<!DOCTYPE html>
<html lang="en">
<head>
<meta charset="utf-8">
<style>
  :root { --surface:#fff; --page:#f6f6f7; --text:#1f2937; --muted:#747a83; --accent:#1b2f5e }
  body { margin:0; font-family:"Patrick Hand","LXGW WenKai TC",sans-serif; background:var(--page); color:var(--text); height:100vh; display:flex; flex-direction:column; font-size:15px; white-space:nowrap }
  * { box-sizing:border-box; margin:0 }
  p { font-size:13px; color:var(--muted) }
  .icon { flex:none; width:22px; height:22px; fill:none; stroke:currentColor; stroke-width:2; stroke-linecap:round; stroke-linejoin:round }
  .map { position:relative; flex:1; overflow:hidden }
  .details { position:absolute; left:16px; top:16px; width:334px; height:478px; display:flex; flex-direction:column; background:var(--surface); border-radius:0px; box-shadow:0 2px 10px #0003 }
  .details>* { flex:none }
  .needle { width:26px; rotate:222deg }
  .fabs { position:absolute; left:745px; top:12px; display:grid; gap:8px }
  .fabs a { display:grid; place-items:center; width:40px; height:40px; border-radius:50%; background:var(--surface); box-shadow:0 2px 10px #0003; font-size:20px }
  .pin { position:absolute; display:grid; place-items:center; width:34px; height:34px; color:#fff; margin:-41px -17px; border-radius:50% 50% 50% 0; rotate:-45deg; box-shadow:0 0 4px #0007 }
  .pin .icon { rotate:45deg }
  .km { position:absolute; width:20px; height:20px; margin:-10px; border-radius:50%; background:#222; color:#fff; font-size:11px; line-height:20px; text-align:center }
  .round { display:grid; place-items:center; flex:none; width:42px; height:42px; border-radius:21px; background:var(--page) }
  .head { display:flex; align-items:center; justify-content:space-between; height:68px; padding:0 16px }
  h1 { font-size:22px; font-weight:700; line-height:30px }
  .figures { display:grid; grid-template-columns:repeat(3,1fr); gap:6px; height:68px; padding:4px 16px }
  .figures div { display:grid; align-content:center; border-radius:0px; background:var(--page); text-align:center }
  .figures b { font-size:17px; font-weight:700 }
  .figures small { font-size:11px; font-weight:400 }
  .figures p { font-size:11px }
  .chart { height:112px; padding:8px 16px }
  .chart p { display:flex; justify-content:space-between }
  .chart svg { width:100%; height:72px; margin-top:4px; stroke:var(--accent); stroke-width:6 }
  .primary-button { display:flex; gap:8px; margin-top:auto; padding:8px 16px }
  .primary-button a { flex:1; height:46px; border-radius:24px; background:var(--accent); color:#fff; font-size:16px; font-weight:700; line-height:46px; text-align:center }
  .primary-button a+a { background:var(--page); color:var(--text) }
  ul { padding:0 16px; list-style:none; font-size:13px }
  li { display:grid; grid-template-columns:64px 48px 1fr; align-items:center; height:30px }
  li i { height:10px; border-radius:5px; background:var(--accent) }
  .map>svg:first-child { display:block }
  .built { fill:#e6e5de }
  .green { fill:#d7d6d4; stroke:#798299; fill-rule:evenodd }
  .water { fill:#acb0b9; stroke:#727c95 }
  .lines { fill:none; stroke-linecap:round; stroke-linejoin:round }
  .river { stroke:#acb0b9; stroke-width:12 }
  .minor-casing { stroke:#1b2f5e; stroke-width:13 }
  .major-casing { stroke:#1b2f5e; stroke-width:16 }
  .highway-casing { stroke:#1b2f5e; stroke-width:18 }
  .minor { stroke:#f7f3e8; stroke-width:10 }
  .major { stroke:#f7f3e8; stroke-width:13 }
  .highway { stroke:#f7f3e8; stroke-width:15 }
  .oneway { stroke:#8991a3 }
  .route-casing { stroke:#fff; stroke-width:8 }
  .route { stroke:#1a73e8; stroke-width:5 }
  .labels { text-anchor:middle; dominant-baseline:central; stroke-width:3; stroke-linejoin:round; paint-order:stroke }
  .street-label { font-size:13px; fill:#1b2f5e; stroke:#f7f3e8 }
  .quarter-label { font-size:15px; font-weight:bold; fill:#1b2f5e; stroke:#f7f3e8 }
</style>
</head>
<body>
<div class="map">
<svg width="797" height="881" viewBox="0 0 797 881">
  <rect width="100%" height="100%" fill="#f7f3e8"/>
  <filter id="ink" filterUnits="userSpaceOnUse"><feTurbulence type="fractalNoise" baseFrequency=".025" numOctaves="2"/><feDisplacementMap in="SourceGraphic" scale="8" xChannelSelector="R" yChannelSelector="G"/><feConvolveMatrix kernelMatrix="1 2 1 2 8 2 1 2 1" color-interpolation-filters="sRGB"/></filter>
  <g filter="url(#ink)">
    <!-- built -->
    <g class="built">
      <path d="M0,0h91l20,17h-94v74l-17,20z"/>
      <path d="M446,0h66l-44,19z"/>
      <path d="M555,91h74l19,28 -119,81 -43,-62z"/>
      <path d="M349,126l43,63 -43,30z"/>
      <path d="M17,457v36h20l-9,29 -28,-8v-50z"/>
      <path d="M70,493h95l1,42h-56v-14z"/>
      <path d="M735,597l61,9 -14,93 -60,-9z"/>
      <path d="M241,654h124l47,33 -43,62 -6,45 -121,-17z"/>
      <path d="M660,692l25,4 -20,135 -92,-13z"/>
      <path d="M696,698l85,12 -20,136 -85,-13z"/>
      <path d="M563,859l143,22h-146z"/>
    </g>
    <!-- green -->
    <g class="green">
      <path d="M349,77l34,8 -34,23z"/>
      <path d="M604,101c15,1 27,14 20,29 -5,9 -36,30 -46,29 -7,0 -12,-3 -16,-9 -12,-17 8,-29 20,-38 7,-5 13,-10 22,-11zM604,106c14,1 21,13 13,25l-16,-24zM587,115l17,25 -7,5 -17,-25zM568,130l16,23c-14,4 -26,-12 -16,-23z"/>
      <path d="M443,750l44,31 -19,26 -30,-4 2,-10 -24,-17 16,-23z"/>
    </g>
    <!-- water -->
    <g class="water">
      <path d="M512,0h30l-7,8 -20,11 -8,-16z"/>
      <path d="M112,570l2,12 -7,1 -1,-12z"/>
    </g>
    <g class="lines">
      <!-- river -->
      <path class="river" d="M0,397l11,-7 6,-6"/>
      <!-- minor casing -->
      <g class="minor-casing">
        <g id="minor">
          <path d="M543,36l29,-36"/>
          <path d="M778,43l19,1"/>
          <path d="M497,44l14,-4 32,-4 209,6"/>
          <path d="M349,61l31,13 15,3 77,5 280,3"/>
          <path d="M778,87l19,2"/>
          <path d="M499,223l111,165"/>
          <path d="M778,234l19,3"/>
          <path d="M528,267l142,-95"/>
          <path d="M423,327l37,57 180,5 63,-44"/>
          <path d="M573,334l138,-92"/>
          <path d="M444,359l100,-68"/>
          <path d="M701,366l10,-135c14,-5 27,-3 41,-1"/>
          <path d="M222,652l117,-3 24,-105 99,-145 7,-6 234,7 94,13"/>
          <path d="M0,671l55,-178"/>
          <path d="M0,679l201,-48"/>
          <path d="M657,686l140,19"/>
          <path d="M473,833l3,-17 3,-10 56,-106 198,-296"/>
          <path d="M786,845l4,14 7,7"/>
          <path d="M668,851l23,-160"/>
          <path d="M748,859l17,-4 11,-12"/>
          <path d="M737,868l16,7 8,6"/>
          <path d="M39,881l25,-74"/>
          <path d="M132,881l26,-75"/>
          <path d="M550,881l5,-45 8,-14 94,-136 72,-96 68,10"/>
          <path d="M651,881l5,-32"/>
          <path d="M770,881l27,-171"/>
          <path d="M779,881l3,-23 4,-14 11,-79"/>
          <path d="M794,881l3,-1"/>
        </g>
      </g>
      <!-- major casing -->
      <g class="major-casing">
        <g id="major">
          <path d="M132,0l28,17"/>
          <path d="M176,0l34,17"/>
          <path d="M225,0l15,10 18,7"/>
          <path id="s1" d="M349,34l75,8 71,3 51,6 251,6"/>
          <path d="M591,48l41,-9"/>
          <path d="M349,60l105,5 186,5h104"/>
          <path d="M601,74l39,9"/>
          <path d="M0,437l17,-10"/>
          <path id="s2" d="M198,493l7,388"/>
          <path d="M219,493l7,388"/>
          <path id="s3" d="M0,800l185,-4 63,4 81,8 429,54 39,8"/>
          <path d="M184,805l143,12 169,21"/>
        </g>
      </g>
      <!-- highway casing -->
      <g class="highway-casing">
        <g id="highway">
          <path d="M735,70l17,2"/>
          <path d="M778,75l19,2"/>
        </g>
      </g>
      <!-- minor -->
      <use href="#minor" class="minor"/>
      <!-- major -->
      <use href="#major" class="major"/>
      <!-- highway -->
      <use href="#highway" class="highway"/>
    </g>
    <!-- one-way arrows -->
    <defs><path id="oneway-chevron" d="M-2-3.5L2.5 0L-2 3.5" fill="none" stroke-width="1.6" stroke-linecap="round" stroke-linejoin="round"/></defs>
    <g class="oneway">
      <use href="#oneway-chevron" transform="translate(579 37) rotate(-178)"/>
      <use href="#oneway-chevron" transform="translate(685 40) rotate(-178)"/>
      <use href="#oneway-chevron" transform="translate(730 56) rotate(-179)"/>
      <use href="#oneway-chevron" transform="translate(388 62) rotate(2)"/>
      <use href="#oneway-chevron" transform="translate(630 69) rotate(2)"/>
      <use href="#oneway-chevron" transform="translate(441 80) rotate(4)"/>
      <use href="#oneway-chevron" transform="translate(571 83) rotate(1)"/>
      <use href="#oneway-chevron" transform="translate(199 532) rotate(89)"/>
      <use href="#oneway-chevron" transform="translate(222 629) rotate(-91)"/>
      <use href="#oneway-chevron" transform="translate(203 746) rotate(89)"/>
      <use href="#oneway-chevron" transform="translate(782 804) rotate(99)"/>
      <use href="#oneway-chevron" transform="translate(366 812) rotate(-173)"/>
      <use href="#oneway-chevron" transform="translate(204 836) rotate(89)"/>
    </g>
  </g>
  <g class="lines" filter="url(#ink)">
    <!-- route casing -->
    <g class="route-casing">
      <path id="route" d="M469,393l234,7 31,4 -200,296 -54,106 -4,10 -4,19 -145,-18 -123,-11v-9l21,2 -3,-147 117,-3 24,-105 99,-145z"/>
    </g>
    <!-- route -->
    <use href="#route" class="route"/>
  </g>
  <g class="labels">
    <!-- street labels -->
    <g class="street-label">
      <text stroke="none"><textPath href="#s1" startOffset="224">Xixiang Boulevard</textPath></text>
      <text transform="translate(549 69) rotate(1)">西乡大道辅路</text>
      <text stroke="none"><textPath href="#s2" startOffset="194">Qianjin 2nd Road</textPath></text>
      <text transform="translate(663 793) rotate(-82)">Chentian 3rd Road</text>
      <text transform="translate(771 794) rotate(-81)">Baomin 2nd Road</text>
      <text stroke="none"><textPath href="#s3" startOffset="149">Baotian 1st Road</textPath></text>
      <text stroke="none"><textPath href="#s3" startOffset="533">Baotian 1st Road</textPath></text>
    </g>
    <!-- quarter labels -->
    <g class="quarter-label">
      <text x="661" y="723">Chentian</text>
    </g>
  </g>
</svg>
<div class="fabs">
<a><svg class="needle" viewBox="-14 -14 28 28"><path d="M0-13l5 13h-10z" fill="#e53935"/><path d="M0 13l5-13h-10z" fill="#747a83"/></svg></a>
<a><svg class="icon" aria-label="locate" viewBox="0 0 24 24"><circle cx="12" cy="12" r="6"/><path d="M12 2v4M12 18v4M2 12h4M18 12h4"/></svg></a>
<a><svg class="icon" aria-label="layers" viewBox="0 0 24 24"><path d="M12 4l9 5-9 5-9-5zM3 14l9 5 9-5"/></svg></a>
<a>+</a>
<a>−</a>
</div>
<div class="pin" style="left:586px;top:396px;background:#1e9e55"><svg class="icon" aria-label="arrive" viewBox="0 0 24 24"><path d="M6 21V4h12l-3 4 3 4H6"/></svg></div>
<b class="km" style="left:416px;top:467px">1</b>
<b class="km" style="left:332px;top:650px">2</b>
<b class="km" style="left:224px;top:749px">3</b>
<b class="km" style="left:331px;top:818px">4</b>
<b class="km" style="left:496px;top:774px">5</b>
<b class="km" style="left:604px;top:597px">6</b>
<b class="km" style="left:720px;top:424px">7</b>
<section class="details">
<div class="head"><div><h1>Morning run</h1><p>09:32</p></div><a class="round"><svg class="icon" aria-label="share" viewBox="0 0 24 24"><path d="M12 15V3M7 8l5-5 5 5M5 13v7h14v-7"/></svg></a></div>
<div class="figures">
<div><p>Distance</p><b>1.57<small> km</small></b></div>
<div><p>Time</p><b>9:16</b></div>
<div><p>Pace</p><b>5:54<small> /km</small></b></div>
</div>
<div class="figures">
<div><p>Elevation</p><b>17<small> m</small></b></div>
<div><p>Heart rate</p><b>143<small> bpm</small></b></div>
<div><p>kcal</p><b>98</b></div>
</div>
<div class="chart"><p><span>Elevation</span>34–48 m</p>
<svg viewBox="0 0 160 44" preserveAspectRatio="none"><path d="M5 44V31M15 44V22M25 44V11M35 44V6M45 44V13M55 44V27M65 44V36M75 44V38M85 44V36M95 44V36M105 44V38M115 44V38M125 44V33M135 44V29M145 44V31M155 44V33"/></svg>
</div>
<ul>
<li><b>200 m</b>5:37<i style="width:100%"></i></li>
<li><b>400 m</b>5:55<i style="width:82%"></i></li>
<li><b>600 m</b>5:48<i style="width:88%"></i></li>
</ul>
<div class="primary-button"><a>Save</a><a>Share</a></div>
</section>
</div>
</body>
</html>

◆ ◆ ◆

▶ What the task requires
Your task is to show every line of the listing above containing "fabs".

▶ Your solution
  .fabs { position:absolute; left:745px; top:12px; display:grid; gap:8px }
  .fabs a { display:grid; place-items:center; width:40px; height:40px; border-radius:50%; background:var(--surface); box-shadow:0 2px 10px #0003; font-size:20px }
<div class="fabs">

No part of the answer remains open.